§ Goal of the exercise: Which lines below hold the word "nodes"? Copy all of them.

§ Dataset records:
• • • • • • •

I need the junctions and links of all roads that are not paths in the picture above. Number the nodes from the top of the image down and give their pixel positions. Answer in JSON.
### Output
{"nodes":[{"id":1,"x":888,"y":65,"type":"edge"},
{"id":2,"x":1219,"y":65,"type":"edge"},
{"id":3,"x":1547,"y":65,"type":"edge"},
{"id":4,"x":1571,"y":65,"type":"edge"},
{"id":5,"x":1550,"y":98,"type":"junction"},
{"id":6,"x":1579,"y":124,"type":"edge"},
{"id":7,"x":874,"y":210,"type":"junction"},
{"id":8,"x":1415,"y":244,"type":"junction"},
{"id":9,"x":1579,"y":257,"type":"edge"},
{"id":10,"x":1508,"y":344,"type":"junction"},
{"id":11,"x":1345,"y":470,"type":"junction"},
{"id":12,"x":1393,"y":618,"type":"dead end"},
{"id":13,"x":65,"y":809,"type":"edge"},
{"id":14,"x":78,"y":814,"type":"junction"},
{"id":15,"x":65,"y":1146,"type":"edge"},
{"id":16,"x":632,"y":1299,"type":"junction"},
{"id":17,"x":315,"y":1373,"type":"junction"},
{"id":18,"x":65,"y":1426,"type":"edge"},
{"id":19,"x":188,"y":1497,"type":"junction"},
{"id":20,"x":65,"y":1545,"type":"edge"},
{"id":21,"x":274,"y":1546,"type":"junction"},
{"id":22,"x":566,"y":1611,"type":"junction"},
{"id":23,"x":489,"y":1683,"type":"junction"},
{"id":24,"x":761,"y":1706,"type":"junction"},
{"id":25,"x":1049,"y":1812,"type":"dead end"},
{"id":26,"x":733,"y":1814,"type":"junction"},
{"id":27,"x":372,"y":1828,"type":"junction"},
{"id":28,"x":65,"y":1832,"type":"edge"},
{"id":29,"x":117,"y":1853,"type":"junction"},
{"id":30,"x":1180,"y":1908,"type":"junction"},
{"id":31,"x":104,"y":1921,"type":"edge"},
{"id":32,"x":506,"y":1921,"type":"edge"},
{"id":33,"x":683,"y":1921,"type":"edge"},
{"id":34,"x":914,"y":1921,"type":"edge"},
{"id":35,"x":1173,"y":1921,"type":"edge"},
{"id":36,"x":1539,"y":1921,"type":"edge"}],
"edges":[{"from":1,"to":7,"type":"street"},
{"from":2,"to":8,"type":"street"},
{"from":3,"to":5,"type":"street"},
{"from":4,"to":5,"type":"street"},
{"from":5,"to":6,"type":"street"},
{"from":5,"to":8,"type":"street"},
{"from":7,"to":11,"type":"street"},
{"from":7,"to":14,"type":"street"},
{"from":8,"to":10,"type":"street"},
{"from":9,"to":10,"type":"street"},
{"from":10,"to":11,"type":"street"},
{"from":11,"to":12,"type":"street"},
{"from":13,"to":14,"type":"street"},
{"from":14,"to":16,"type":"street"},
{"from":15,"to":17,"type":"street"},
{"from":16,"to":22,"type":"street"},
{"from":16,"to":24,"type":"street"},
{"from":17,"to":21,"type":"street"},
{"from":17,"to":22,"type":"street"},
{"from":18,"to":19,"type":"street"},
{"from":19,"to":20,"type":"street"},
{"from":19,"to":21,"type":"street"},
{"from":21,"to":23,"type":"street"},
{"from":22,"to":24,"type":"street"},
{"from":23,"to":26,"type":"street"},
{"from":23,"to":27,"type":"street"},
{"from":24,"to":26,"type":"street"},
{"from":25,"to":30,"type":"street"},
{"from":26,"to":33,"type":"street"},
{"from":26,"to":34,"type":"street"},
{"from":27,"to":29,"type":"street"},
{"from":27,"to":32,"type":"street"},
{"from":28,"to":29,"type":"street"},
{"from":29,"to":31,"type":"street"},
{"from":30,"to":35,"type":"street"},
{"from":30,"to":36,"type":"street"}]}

• • • • • • •

§ Completed task:
I need the junctions and links of all roads that are not paths in the picture above. Number the nodes from the top of the image down and give their pixel positions. Answer in JSON.
{"nodes":[{"id":1,"x":888,"y":65,"type":"edge"},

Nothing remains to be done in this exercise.